What is needed: Return an exact transcript of the material below from the line containing "Transcribe the names" through its final line, and no other lines.

Provided material:
-------------------------
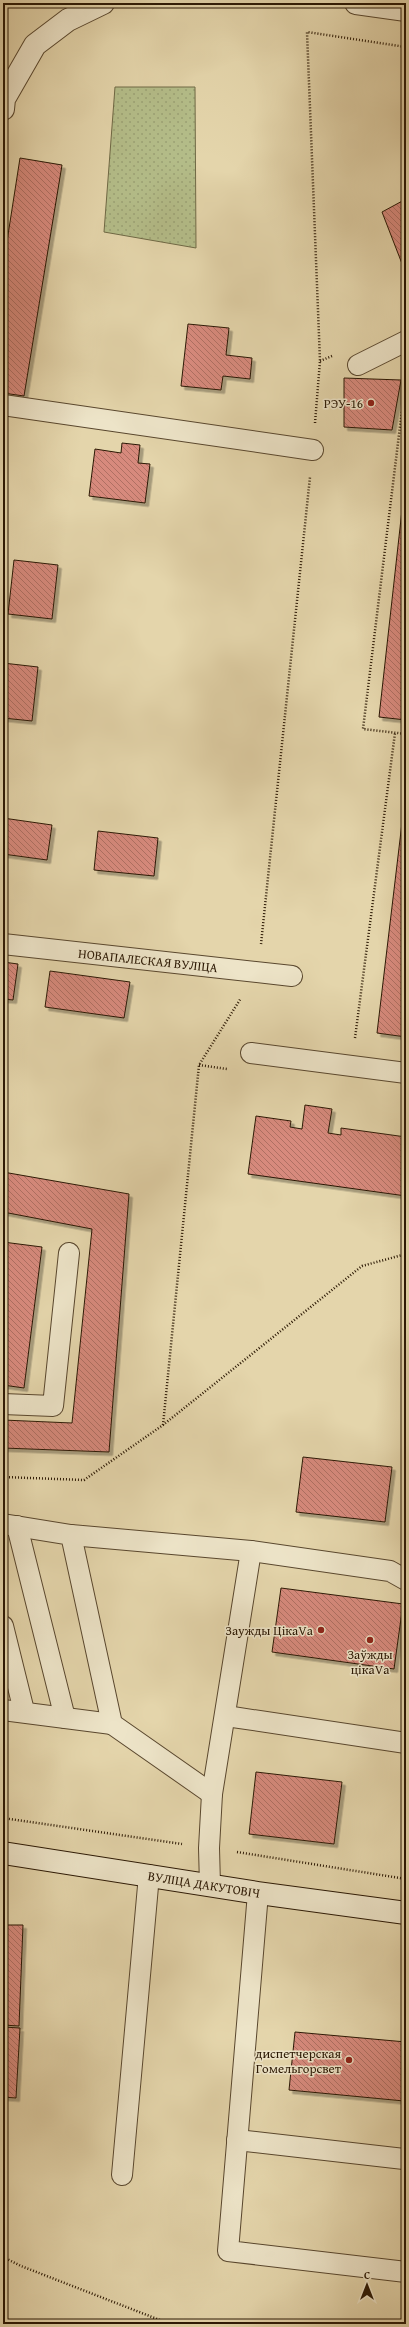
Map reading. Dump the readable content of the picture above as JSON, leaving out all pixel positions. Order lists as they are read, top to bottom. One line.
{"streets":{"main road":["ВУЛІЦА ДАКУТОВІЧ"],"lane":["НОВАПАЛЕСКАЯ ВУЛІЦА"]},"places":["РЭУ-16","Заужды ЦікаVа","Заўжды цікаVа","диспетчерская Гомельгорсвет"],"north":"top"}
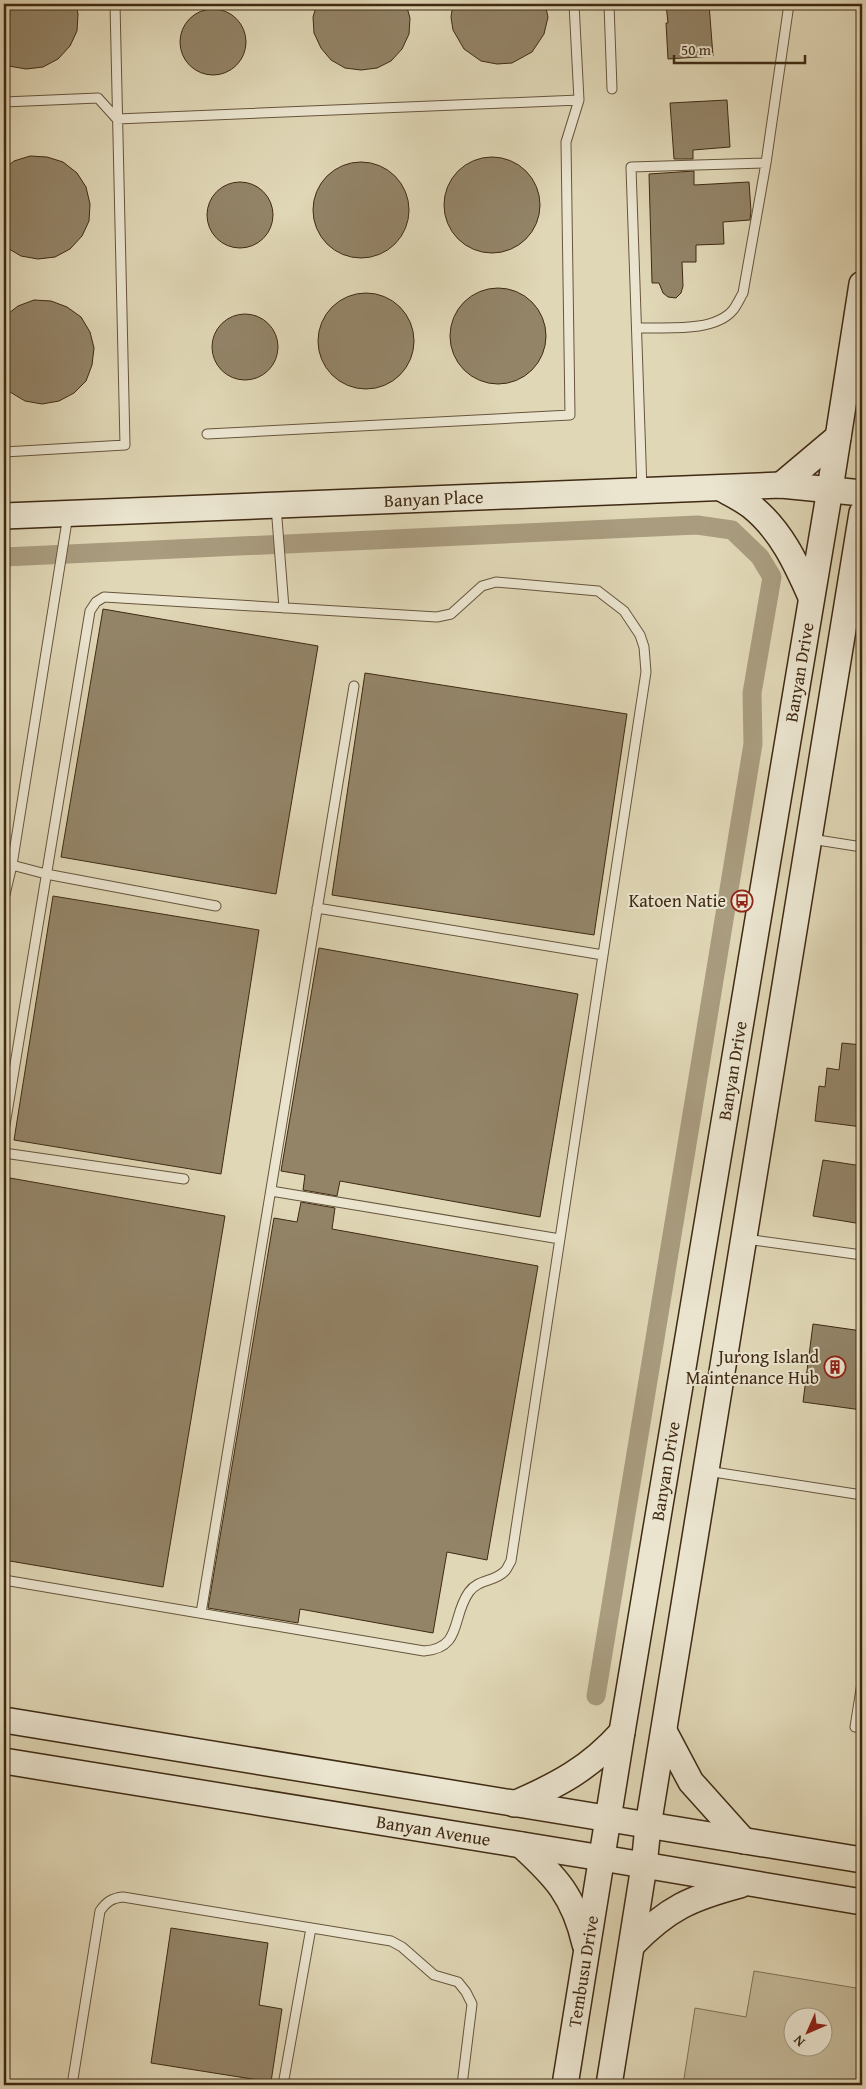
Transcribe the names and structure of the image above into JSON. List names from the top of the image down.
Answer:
-------------------------
Answer:
Transcribe the names and structure of the image above into JSON. List names from the top of the image down.
Answer:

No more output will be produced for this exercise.